On comprend aisément que nous estimions trouver, dans cette hypothèse d’une “guerre mondiale sans fin”, le modèle ultime d’affrontement entre une crise hors-Système faite pour étouffer les crise intra-Système, comme nous l’avancions dans notre texte du 16 octobre 2012. Nous confirmons ce que nous y suggérions, savoir que ce modèle ultime devrait confirmer la défaite définitive des tentatives de crises hors-Système, c’est-à-dire la tentative de “fuite en avant”, et “guerre mondiale sans fin” dans ce cas.

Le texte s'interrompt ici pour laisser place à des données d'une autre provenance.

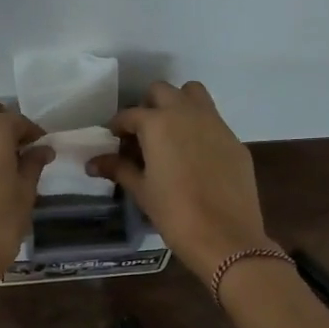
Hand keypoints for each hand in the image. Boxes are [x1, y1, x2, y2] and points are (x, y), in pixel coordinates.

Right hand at [88, 81, 271, 283]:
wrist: (225, 236)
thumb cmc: (175, 213)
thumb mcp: (142, 191)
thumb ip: (119, 169)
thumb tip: (93, 162)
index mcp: (158, 124)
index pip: (130, 114)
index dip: (118, 126)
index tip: (114, 139)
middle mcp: (187, 113)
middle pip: (162, 91)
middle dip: (148, 105)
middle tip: (142, 133)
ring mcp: (215, 123)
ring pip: (193, 94)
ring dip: (178, 104)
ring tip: (171, 133)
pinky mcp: (235, 140)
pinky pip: (213, 120)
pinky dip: (200, 127)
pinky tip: (196, 156)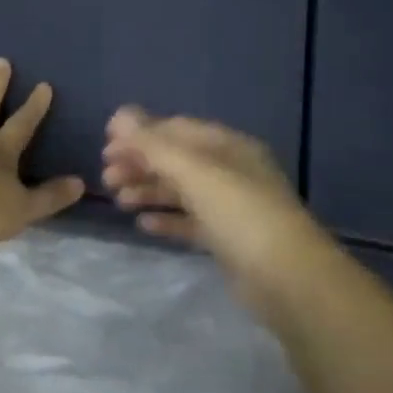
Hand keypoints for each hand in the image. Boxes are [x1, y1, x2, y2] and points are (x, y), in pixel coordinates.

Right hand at [102, 107, 330, 309]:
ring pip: (180, 191)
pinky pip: (190, 222)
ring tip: (119, 201)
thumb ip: (153, 145)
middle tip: (106, 177)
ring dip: (148, 190)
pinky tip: (143, 225)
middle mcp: (230, 170)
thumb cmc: (239, 213)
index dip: (140, 133)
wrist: (287, 277)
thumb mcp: (194, 172)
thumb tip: (119, 115)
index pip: (176, 129)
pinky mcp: (228, 239)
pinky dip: (166, 219)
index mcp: (227, 146)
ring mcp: (231, 206)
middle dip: (140, 164)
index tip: (105, 146)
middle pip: (176, 159)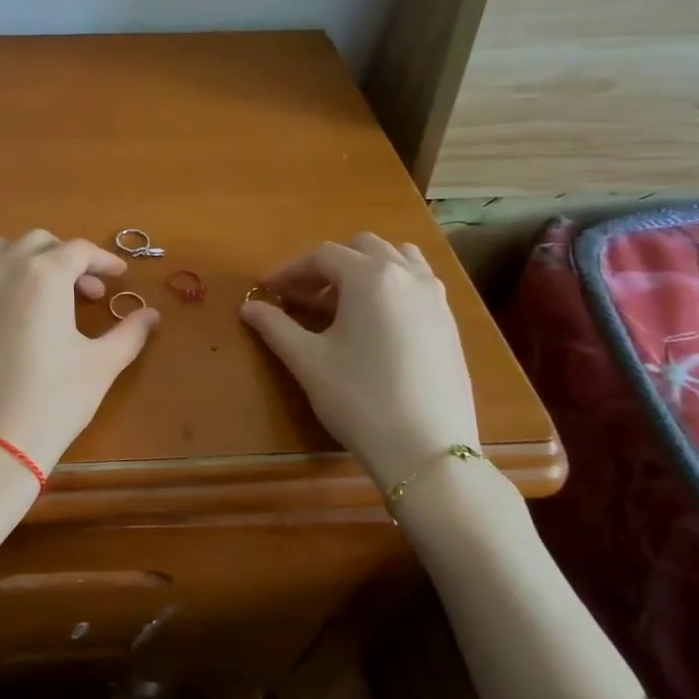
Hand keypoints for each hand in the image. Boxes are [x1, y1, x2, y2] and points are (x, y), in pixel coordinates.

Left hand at [0, 230, 160, 488]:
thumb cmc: (55, 399)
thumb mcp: (101, 364)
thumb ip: (130, 332)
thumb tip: (152, 315)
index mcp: (43, 274)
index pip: (79, 250)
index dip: (104, 260)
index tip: (119, 276)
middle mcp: (5, 270)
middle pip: (40, 242)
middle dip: (68, 258)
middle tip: (89, 292)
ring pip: (4, 250)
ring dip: (31, 259)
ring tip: (50, 292)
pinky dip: (3, 277)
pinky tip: (17, 309)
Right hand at [240, 233, 479, 487]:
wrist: (426, 450)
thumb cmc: (359, 398)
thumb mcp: (307, 361)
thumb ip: (275, 326)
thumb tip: (248, 307)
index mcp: (370, 277)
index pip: (322, 256)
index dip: (290, 270)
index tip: (268, 290)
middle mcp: (407, 275)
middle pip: (361, 248)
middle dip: (328, 266)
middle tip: (302, 298)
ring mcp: (435, 297)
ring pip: (397, 258)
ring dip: (365, 269)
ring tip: (343, 302)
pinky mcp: (450, 323)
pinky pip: (418, 283)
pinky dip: (392, 286)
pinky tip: (376, 323)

La catastrophe de l’effondrement du Système est aujourd’hui beaucoup trop avancée, beaucoup trop rapide, pour permettre que se développe une catastrophe de déflection hors-Système, permettant de tenter de sauver les restes catastrophiques du Système. Nous observerons également, cette fois plutôt pour satisfaire notre humeur, que des deux catastrophes, celle de l’effondrement du Système est beaucoup plus intéressante, instructive, roborative et ainsi de suite. Elle triomphera sans peine parce qu’elle est évidemment favorisée par le Ciel.